Blog posts reflect the views of their authors.
Which Way Out? —The Ecological Brink—

We are in a collective denial about the state of the planet. Things are bad but we rarely muster the courage to acknowledge how much so. To be fair, those of us in the global urban north live sheltered lives. So how can we truly understand the breadth and scope of the environmental crisis?

To be clear, the environment, whatever that is, is not at centre of the environmental crisis.  Humanities future and our conception of nature itself are at the eye of the storm.

When we speak about an environmental crisis, we need to be clear, it is not just climate change, we are facing an across the board ecological shift. From the crass perspective of resource management we are facing dwindling supplies of food from the oceans and from arable land, clean potable water, agricultural, mineral and timber production.

Beyond resources we are losing biodiversity at a rate unseen in the modern history of civilization. Exploding populations and exploding expectations to consume will continue to put pressure to produce more resources and more food. Land will become over exhausted and new lands will have to be cleared for food and resource production.

The simple math of the formula is already becoming evident: 90% of large fish stocks are depleted. The world is losing soil 10 to 20 times faster than it is replenishing it. While the world’s population tripled in the 20th century, the use of renewable water resources has grown six-fold. In short the demand for resources is expanding faster than resources can be made available.

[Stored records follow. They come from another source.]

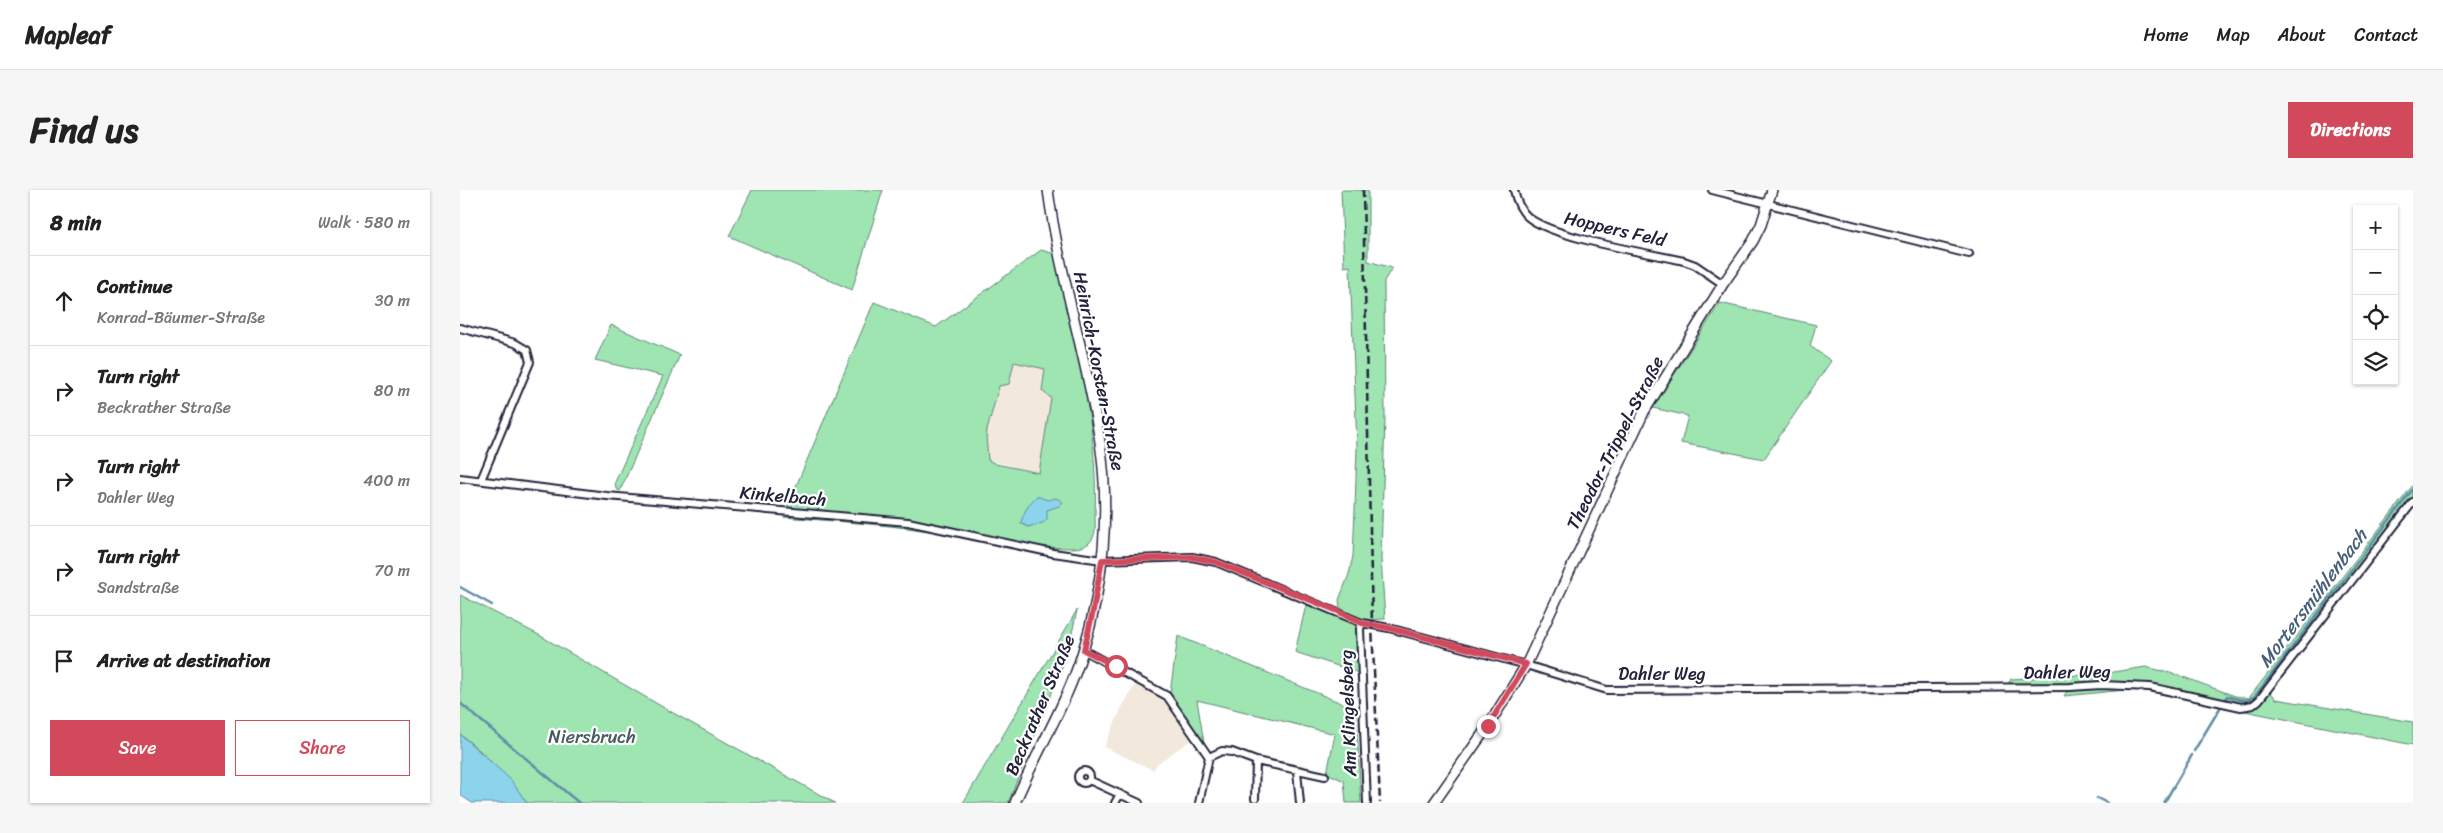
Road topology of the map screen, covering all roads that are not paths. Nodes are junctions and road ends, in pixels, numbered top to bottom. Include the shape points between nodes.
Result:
1 (1048, 190) edge
2 (1514, 190) edge
3 (1712, 190) edge
4 (1772, 190) edge
5 (1768, 205) junction
6 (1969, 254) dead end
7 (1722, 284) junction
8 (460, 328) edge
9 (460, 478) edge
10 (481, 480) junction
11 (2413, 502) edge
12 (1102, 560) junction
13 (1362, 623) junction
14 (1084, 650) junction
15 (1526, 664) junction
16 (1209, 757) junction
17 (1256, 761) junction
18 (1297, 771) junction
19 (1325, 776) dead end
20 (1089, 780) dead end
21 (1120, 794) junction
22 (1256, 799) dead end
23 (1015, 803) edge
24 (1116, 803) edge
25 (1140, 803) edge
26 (1199, 803) edge
27 (1300, 803) edge
28 (1368, 803) edge
29 (1434, 803) edge

1 - 12 main road, Heinrich-Korsten-Straße via 1100,441 1105,496
2 - 7 street, Hoppers Feld via 1526,216 1538,224 1558,232 1684,261
3 - 5 street
4 - 5 main road, Theodor-Trippel-Straße
5 - 6 street
5 - 7 main road, Theodor-Trippel-Straße via 1753,241
7 - 15 main road, Theodor-Trippel-Straße via 1644,412
8 - 10 street via 514,342 527,350 530,362
9 - 10 street, Kinkelbach
10 - 12 street, Kinkelbach via 607,496 908,522 1053,554
11 - 15 street, Dahler Weg via 2253,705 2242,707 2150,687 2101,685 1607,690
12 - 13 street, Dahler Weg via 1192,557 1216,562
12 - 14 main road, Beckrather Straße
13 - 15 street, Dahler Weg
13 - 28 street, Am Klingelsberg
14 - 16 street via 1168,696
14 - 23 main road, Beckrather Straße
15 - 29 main road, Theodor-Trippel-Straße via 1488,726
16 - 17 street via 1222,751
16 - 26 street
17 - 18 street
17 - 22 street
18 - 19 street
18 - 27 street
20 - 21 street
21 - 24 street
21 - 25 street

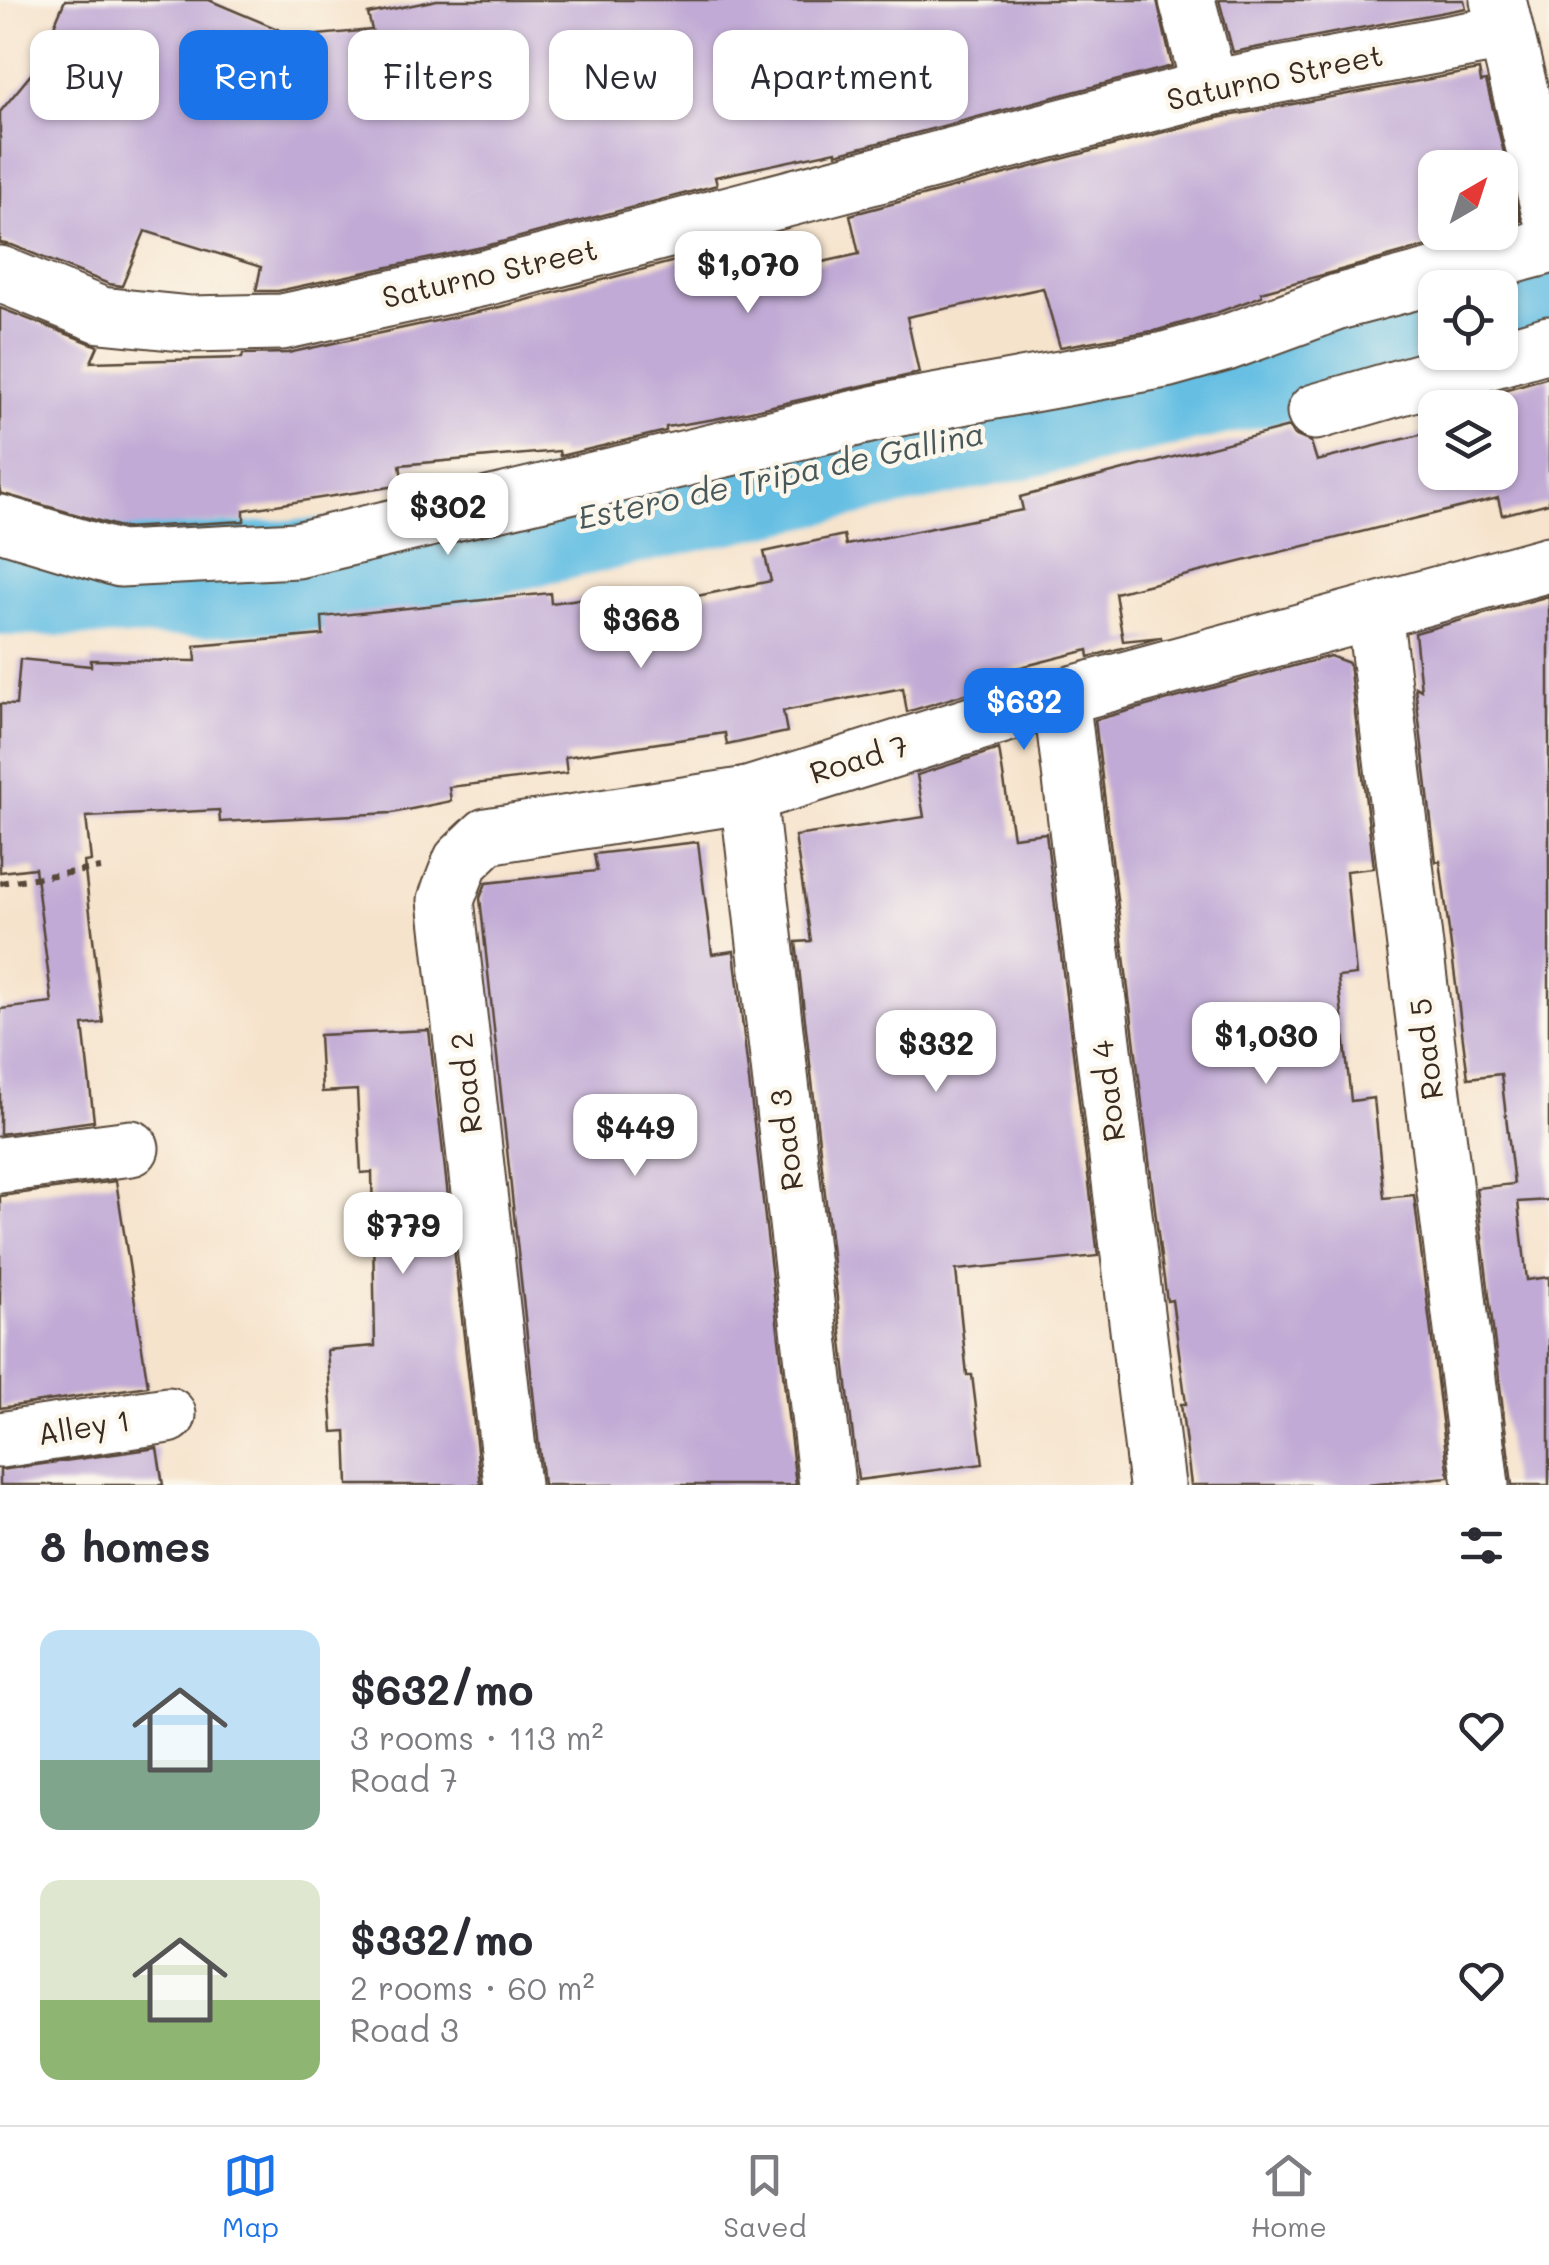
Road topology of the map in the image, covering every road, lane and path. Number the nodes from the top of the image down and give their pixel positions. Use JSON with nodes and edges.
{"nodes":[{"id":1,"x":1187,"y":0,"type":"edge"},
{"id":2,"x":1501,"y":16,"type":"edge"},
{"id":3,"x":1210,"y":88,"type":"junction"},
{"id":4,"x":1549,"y":210,"type":"edge"},
{"id":5,"x":1549,"y":246,"type":"edge"},
{"id":6,"x":0,"y":274,"type":"edge"},
{"id":7,"x":1549,"y":344,"type":"edge"},
{"id":8,"x":1314,"y":412,"type":"dead end"},
{"id":9,"x":0,"y":523,"type":"edge"},
{"id":10,"x":1549,"y":564,"type":"edge"},
{"id":11,"x":1374,"y":612,"type":"junction"},
{"id":12,"x":1061,"y":697,"type":"junction"},
{"id":13,"x":748,"y":794,"type":"junction"},
{"id":14,"x":460,"y":861,"type":"joint"},
{"id":15,"x":101,"y":868,"type":"dead end"},
{"id":16,"x":0,"y":882,"type":"edge"},
{"id":17,"x":132,"y":1148,"type":"dead end"},
{"id":18,"x":0,"y":1165,"type":"edge"},
{"id":19,"x":168,"y":1415,"type":"dead end"},
{"id":20,"x":0,"y":1440,"type":"edge"},
{"id":21,"x":512,"y":1485,"type":"edge"},
{"id":22,"x":828,"y":1485,"type":"edge"},
{"id":23,"x":1157,"y":1485,"type":"edge"},
{"id":24,"x":1481,"y":1485,"type":"edge"}],
"edges":[{"from":1,"to":3,"type":"street"},
{"from":2,"to":3,"type":"street","name":"Saturno Street"},
{"from":2,"to":4,"type":"street"},
{"from":3,"to":6,"type":"street","name":"Saturno Street"},
{"from":5,"to":9,"type":"street"},
{"from":7,"to":8,"type":"street"},
{"from":10,"to":11,"type":"street","name":"Road 7"},
{"from":11,"to":12,"type":"street","name":"Road 7"},
{"from":11,"to":24,"type":"street","name":"Road 5"},
{"from":12,"to":13,"type":"street","name":"Road 7"},
{"from":12,"to":23,"type":"street","name":"Road 4"},
{"from":13,"to":14,"type":"street","name":"Road 7"},
{"from":13,"to":22,"type":"street","name":"Road 3"},
{"from":14,"to":21,"type":"street","name":"Road 2"},
{"from":15,"to":16,"type":"path"},
{"from":17,"to":18,"type":"street"},
{"from":19,"to":20,"type":"street","name":"Alley 1"}]}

This is without even factoring in climate change, which will only magnify existing resource tensions and create a feedback system that will multiply our ecological crisis. How will the estimated 9 billion people feed, clothe, and house themselves in the next 40 years?

To avoid this vulgar materialistic view many in the environmental movement have turned towards idealizing nature. The holistic approach has been to view mother earth as a perfect balance which humanity has disturbed. This religious retreat has clouded are ability to see that it is our false conception of nature which is at the heart of the problem.

The natural world is neither a harmonious circle interrupted by humanity nor is it a web of life that simply contains us. We must first recognize that the natural world is harsh and most of us in the planet are in some fashion completely divorced from it. Our second recognition must be that our activity has profoundly impacted our world and is causing dramatic changes. Our third recognition must be that our fate is intimately intertwined with the “natural world”, which is divorced from us, and vice versa.

Climate change and the general environmental crisis is a tension, which must be dealt with. This tension for capital is profound but not insurmountable. The green economy, green marketing, carbon pricing, geo-engineering, cap and trade etc., are just some of the ways that capital can transform the tension into opportunities and transfer the crisis to another arena.

The spiritualization of the environmental crisis is the perverse flip side of this operation. To conceptualize  humanity as just one being in the web of nature is to reinforce the animality of humanity. We desire only animal needs, which the new green economy is happy enough to provide. We are stewards of the land of mystery. Is this not what the new boreal forest deal in British Columbia highlighted?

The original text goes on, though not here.